==== EXCERPTED DATA

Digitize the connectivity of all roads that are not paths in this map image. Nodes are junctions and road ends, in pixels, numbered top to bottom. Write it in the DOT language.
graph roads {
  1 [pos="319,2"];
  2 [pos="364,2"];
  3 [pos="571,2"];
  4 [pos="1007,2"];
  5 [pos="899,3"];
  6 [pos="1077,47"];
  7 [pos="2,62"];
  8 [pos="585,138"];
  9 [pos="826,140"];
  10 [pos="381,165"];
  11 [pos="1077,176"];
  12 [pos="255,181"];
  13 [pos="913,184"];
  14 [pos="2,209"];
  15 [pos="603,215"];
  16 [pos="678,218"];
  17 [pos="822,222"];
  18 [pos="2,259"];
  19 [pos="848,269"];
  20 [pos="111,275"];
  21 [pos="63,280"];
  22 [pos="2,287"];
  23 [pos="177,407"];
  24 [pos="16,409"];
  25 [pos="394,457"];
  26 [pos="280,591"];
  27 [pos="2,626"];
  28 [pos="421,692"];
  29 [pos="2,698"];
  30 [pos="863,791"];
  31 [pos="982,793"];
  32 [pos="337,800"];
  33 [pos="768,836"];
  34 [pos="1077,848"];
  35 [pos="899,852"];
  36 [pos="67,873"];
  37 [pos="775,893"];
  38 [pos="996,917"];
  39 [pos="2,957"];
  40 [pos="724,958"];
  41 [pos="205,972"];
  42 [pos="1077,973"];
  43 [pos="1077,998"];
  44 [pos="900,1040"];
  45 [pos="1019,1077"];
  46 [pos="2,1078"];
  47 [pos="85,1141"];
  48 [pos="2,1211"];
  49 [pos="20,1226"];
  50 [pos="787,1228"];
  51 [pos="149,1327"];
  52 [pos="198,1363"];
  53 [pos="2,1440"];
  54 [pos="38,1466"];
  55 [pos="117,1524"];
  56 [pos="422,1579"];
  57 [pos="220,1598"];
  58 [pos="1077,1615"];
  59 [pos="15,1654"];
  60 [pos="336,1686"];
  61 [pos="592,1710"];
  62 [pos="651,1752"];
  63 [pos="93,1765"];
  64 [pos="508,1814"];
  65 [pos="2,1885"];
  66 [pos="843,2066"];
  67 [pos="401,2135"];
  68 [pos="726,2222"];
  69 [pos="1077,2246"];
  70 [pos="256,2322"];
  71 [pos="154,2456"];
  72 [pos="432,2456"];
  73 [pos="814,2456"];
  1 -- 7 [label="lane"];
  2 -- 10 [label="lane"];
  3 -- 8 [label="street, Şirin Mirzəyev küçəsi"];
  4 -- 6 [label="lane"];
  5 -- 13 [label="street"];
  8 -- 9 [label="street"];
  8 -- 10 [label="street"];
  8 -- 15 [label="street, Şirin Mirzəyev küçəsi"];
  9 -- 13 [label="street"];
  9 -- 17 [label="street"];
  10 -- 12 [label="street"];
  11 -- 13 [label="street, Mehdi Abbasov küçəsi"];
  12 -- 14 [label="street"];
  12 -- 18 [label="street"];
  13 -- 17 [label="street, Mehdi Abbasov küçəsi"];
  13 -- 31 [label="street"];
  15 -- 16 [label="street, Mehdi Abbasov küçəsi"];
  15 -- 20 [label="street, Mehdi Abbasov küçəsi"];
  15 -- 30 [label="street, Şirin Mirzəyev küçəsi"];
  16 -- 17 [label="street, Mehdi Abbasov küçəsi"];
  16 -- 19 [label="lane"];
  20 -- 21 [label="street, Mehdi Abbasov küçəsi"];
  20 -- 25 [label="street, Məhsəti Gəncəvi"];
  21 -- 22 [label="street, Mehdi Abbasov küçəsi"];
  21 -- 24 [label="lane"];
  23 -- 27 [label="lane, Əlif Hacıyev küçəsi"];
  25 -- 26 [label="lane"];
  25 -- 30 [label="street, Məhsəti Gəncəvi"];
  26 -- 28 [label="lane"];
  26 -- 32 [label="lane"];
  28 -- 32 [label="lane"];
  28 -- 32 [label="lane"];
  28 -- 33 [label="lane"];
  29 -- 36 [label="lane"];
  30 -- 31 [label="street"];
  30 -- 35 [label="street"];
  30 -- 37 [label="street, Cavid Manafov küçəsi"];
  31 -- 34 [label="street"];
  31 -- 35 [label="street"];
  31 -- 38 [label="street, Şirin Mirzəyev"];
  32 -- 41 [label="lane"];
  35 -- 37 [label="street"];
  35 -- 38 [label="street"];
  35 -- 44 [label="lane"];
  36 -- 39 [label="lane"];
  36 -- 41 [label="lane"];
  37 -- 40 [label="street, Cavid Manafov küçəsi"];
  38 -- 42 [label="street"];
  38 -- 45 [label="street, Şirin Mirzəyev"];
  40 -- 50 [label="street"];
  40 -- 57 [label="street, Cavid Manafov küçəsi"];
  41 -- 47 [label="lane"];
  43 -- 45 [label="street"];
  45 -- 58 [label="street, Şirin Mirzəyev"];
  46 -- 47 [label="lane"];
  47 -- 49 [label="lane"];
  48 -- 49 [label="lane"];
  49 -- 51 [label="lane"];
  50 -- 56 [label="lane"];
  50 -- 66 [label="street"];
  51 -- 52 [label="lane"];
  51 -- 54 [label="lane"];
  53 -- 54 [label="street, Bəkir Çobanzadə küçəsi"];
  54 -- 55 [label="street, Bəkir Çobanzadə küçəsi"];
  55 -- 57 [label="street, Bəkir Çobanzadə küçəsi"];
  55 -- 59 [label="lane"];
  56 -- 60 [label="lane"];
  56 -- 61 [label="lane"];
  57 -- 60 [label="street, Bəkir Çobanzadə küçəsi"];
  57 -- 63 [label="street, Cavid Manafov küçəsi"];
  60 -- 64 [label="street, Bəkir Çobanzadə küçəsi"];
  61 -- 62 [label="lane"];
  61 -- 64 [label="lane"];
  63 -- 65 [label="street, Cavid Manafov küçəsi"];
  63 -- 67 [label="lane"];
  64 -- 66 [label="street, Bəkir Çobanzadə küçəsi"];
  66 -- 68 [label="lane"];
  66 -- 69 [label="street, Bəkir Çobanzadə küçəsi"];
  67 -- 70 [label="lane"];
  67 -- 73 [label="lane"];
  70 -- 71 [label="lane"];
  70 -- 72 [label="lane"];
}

========

Exactly reproduce every line found in the records.

_YOUR RESPONSE_:
Digitize the connectivity of all roads that are not paths in this map image. Nodes are junctions and road ends, in pixels, numbered top to bottom. Write it in the DOT language.
graph roads {
  1 [pos="319,2"];
  2 [pos="364,2"];
  3 [pos="571,2"];
  4 [pos="1007,2"];
  5 [pos="899,3"];
  6 [pos="1077,47"];
  7 [pos="2,62"];
  8 [pos="585,138"];
  9 [pos="826,140"];
  10 [pos="381,165"];
  11 [pos="1077,176"];
  12 [pos="255,181"];
  13 [pos="913,184"];
  14 [pos="2,209"];
  15 [pos="603,215"];
  16 [pos="678,218"];
  17 [pos="822,222"];
  18 [pos="2,259"];
  19 [pos="848,269"];
  20 [pos="111,275"];
  21 [pos="63,280"];
  22 [pos="2,287"];
  23 [pos="177,407"];
  24 [pos="16,409"];
  25 [pos="394,457"];
  26 [pos="280,591"];
  27 [pos="2,626"];
  28 [pos="421,692"];
  29 [pos="2,698"];
  30 [pos="863,791"];
  31 [pos="982,793"];
  32 [pos="337,800"];
  33 [pos="768,836"];
  34 [pos="1077,848"];
  35 [pos="899,852"];
  36 [pos="67,873"];
  37 [pos="775,893"];
  38 [pos="996,917"];
  39 [pos="2,957"];
  40 [pos="724,958"];
  41 [pos="205,972"];
  42 [pos="1077,973"];
  43 [pos="1077,998"];
  44 [pos="900,1040"];
  45 [pos="1019,1077"];
  46 [pos="2,1078"];
  47 [pos="85,1141"];
  48 [pos="2,1211"];
  49 [pos="20,1226"];
  50 [pos="787,1228"];
  51 [pos="149,1327"];
  52 [pos="198,1363"];
  53 [pos="2,1440"];
  54 [pos="38,1466"];
  55 [pos="117,1524"];
  56 [pos="422,1579"];
  57 [pos="220,1598"];
  58 [pos="1077,1615"];
  59 [pos="15,1654"];
  60 [pos="336,1686"];
  61 [pos="592,1710"];
  62 [pos="651,1752"];
  63 [pos="93,1765"];
  64 [pos="508,1814"];
  65 [pos="2,1885"];
  66 [pos="843,2066"];
  67 [pos="401,2135"];
  68 [pos="726,2222"];
  69 [pos="1077,2246"];
  70 [pos="256,2322"];
  71 [pos="154,2456"];
  72 [pos="432,2456"];
  73 [pos="814,2456"];
  1 -- 7 [label="lane"];
  2 -- 10 [label="lane"];
  3 -- 8 [label="street, Şirin Mirzəyev küçəsi"];
  4 -- 6 [label="lane"];
  5 -- 13 [label="street"];
  8 -- 9 [label="street"];
  8 -- 10 [label="street"];
  8 -- 15 [label="street, Şirin Mirzəyev küçəsi"];
  9 -- 13 [label="street"];
  9 -- 17 [label="street"];
  10 -- 12 [label="street"];
  11 -- 13 [label="street, Mehdi Abbasov küçəsi"];
  12 -- 14 [label="street"];
  12 -- 18 [label="street"];
  13 -- 17 [label="street, Mehdi Abbasov küçəsi"];
  13 -- 31 [label="street"];
  15 -- 16 [label="street, Mehdi Abbasov küçəsi"];
  15 -- 20 [label="street, Mehdi Abbasov küçəsi"];
  15 -- 30 [label="street, Şirin Mirzəyev küçəsi"];
  16 -- 17 [label="street, Mehdi Abbasov küçəsi"];
  16 -- 19 [label="lane"];
  20 -- 21 [label="street, Mehdi Abbasov küçəsi"];
  20 -- 25 [label="street, Məhsəti Gəncəvi"];
  21 -- 22 [label="street, Mehdi Abbasov küçəsi"];
  21 -- 24 [label="lane"];
  23 -- 27 [label="lane, Əlif Hacıyev küçəsi"];
  25 -- 26 [label="lane"];
  25 -- 30 [label="street, Məhsəti Gəncəvi"];
  26 -- 28 [label="lane"];
  26 -- 32 [label="lane"];
  28 -- 32 [label="lane"];
  28 -- 32 [label="lane"];
  28 -- 33 [label="lane"];
  29 -- 36 [label="lane"];
  30 -- 31 [label="street"];
  30 -- 35 [label="street"];
  30 -- 37 [label="street, Cavid Manafov küçəsi"];
  31 -- 34 [label="street"];
  31 -- 35 [label="street"];
  31 -- 38 [label="street, Şirin Mirzəyev"];
  32 -- 41 [label="lane"];
  35 -- 37 [label="street"];
  35 -- 38 [label="street"];
  35 -- 44 [label="lane"];
  36 -- 39 [label="lane"];
  36 -- 41 [label="lane"];
  37 -- 40 [label="street, Cavid Manafov küçəsi"];
  38 -- 42 [label="street"];
  38 -- 45 [label="street, Şirin Mirzəyev"];
  40 -- 50 [label="street"];
  40 -- 57 [label="street, Cavid Manafov küçəsi"];
  41 -- 47 [label="lane"];
  43 -- 45 [label="street"];
  45 -- 58 [label="street, Şirin Mirzəyev"];
  46 -- 47 [label="lane"];
  47 -- 49 [label="lane"];
  48 -- 49 [label="lane"];
  49 -- 51 [label="lane"];
  50 -- 56 [label="lane"];
  50 -- 66 [label="street"];
  51 -- 52 [label="lane"];
  51 -- 54 [label="lane"];
  53 -- 54 [label="street, Bəkir Çobanzadə küçəsi"];
  54 -- 55 [label="street, Bəkir Çobanzadə küçəsi"];
  55 -- 57 [label="street, Bəkir Çobanzadə küçəsi"];
  55 -- 59 [label="lane"];
  56 -- 60 [label="lane"];
  56 -- 61 [label="lane"];
  57 -- 60 [label="street, Bəkir Çobanzadə küçəsi"];
  57 -- 63 [label="street, Cavid Manafov küçəsi"];
  60 -- 64 [label="street, Bəkir Çobanzadə küçəsi"];
  61 -- 62 [label="lane"];
  61 -- 64 [label="lane"];
  63 -- 65 [label="street, Cavid Manafov küçəsi"];
  63 -- 67 [label="lane"];
  64 -- 66 [label="street, Bəkir Çobanzadə küçəsi"];
  66 -- 68 [label="lane"];
  66 -- 69 [label="street, Bəkir Çobanzadə küçəsi"];
  67 -- 70 [label="lane"];
  67 -- 73 [label="lane"];
  70 -- 71 [label="lane"];
  70 -- 72 [label="lane"];
}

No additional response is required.